Search the records for the word "Dublin" and pick out every line that has it.

-- -- --

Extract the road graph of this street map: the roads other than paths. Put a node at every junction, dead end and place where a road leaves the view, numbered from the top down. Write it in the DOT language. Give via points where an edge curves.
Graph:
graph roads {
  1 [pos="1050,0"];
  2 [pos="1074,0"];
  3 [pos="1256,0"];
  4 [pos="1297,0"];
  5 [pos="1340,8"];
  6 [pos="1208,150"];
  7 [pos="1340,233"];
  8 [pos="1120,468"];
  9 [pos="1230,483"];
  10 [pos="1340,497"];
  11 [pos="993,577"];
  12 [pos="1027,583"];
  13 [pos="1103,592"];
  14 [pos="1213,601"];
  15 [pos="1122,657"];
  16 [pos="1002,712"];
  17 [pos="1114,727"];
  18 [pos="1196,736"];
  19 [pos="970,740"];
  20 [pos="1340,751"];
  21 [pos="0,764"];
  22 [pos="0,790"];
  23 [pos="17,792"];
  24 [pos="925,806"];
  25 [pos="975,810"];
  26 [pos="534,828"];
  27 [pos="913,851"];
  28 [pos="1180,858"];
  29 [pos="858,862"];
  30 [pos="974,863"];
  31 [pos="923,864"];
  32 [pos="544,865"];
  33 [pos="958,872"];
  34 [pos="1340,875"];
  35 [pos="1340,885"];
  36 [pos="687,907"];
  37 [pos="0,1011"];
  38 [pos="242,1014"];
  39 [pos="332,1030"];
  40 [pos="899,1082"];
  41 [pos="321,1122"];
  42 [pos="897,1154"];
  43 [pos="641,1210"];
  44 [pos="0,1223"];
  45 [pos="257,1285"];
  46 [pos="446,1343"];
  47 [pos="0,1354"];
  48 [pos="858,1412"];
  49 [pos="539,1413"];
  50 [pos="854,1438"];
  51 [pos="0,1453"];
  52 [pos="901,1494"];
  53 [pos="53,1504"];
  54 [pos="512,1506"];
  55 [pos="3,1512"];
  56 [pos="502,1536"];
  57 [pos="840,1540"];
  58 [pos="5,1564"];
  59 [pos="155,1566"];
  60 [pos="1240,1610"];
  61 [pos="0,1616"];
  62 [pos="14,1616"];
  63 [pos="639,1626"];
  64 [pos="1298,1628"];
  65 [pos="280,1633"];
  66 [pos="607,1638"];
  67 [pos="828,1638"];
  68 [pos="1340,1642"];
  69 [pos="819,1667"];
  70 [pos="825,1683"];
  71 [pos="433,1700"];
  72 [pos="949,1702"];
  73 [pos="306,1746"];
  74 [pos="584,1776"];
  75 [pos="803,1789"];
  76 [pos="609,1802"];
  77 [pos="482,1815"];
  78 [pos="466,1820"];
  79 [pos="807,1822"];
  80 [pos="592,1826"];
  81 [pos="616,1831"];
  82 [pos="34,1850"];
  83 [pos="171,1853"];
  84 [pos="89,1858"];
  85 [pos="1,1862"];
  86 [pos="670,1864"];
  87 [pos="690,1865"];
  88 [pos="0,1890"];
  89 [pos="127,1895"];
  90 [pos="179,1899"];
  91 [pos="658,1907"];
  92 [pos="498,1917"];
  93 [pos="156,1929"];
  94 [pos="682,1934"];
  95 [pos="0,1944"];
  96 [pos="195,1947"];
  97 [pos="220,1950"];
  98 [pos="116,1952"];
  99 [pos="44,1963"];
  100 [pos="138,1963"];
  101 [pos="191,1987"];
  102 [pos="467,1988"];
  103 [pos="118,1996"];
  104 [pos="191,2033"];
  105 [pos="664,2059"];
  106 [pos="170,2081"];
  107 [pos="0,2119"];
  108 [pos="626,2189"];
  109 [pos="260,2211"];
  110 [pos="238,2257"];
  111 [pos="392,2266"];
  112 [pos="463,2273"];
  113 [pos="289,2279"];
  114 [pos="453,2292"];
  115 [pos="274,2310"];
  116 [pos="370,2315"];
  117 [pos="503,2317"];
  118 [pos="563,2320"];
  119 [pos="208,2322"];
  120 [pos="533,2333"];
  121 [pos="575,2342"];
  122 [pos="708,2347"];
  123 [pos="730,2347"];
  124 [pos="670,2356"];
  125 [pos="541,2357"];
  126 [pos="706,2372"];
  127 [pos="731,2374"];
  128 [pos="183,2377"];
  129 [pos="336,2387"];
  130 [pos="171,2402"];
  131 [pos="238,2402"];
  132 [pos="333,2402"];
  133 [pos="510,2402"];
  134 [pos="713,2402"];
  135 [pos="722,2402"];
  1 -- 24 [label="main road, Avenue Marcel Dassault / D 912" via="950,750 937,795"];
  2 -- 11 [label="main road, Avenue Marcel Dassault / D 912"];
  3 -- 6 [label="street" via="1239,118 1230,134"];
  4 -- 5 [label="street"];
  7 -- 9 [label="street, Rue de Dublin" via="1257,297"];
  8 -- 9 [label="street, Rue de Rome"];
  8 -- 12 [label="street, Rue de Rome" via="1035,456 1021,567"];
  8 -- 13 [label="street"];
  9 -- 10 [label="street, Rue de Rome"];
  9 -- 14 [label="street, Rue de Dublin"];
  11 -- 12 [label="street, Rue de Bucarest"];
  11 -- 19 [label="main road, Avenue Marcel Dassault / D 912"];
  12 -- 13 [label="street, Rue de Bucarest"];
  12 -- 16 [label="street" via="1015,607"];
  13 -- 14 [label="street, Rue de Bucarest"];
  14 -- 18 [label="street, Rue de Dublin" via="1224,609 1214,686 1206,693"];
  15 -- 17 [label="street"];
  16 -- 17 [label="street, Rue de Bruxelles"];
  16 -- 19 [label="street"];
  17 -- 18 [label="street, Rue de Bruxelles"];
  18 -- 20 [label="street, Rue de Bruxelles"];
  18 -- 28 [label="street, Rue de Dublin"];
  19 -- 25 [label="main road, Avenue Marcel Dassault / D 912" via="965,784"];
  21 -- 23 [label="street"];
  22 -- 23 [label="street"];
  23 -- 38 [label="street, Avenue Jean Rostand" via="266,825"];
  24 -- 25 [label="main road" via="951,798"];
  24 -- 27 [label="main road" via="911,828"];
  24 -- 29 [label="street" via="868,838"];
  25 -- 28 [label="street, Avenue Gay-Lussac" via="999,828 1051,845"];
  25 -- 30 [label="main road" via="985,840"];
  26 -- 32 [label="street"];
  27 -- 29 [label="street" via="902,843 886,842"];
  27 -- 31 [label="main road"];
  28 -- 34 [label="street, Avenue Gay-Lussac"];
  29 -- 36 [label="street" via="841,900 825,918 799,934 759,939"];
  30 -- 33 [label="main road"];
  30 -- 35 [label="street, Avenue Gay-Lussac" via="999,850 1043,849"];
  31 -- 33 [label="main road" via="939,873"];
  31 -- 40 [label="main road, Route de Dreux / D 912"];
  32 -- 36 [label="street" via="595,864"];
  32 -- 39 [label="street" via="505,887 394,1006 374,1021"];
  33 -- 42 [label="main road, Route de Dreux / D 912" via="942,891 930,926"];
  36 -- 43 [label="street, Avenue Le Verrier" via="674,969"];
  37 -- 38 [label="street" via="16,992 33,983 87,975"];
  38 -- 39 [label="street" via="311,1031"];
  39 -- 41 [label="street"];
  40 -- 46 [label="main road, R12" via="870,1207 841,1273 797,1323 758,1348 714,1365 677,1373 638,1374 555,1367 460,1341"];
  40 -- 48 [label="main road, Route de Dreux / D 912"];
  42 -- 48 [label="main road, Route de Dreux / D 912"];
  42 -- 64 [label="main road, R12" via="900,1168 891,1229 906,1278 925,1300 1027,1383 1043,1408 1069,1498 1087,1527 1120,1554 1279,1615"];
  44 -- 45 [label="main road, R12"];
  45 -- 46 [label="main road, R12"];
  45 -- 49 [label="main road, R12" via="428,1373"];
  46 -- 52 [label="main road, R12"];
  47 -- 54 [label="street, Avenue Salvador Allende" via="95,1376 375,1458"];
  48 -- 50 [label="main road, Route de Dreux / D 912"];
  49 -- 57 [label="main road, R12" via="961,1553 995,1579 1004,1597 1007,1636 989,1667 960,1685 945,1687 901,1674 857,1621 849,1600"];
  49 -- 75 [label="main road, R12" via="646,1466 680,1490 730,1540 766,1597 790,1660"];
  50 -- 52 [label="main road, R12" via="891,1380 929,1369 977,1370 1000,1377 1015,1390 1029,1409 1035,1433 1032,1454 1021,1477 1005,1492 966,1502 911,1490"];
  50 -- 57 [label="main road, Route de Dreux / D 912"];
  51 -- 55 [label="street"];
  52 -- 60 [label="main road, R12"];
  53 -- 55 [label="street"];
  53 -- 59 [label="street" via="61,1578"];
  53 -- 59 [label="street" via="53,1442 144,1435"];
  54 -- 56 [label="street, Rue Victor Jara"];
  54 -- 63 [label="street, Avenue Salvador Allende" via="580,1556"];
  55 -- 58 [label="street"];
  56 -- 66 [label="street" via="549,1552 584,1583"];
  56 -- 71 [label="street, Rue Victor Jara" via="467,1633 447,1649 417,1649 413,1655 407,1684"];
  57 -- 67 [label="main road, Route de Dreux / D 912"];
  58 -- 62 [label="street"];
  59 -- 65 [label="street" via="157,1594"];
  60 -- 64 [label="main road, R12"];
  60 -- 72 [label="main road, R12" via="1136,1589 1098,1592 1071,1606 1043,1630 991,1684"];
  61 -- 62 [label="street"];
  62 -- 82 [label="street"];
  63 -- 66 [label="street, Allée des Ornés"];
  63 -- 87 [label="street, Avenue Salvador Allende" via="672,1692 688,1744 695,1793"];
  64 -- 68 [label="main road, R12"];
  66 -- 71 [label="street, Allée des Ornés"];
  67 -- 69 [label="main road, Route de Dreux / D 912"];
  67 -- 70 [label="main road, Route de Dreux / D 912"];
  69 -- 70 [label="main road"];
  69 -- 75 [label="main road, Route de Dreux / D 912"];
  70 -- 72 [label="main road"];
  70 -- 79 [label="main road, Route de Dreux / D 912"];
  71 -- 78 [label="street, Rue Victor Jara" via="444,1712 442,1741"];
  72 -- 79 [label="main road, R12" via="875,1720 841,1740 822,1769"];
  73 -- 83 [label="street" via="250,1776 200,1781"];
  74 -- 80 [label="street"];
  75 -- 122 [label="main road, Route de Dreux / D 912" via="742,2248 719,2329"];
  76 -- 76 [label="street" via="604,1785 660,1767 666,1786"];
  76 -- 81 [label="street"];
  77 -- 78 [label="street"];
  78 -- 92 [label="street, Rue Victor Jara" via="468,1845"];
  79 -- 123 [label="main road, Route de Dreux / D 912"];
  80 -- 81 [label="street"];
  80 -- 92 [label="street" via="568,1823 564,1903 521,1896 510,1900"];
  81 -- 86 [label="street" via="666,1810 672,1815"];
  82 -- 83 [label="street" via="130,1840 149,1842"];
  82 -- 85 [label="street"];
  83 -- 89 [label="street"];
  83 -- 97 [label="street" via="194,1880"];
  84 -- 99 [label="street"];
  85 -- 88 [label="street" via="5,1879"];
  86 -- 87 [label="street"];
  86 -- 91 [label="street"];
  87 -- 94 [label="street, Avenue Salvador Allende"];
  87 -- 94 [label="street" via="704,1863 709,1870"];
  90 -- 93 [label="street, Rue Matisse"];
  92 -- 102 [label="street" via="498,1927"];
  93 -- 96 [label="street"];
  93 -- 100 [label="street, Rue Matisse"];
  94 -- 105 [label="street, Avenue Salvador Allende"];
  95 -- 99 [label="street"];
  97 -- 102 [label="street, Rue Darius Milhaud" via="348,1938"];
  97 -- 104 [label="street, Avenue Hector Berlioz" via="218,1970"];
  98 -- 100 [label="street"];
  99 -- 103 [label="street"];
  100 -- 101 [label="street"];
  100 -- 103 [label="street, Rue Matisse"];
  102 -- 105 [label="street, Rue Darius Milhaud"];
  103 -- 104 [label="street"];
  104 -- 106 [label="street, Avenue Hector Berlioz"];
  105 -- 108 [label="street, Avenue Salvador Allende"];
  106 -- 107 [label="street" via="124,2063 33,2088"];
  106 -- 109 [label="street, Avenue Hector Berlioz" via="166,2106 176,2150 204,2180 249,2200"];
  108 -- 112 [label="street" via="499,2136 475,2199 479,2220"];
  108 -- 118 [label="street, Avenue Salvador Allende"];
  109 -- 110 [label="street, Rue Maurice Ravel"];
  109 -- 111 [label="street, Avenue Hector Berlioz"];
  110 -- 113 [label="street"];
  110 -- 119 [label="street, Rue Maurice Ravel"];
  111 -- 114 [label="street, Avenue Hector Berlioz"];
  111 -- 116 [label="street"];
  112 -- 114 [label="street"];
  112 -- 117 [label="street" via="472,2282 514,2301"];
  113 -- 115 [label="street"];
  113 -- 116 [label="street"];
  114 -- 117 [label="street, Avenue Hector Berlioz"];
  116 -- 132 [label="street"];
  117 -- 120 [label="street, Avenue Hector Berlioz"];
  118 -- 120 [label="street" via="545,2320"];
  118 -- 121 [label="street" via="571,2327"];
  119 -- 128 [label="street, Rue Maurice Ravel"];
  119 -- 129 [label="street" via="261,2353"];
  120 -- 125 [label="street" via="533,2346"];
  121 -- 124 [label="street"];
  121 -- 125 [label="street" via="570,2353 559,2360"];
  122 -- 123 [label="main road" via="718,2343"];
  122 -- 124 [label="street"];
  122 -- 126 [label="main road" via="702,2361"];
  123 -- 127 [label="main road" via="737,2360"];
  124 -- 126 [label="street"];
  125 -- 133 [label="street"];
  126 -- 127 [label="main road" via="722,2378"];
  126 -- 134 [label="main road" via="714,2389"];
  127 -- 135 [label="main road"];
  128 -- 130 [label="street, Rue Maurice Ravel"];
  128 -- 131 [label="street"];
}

-- -- --

- _Result of this exercise_:
  7 -- 9 [label="street, Rue de Dublin" via="1257,297"];
  9 -- 14 [label="street, Rue de Dublin"];
  14 -- 18 [label="street, Rue de Dublin" via="1224,609 1214,686 1206,693"];
  18 -- 28 [label="street, Rue de Dublin"];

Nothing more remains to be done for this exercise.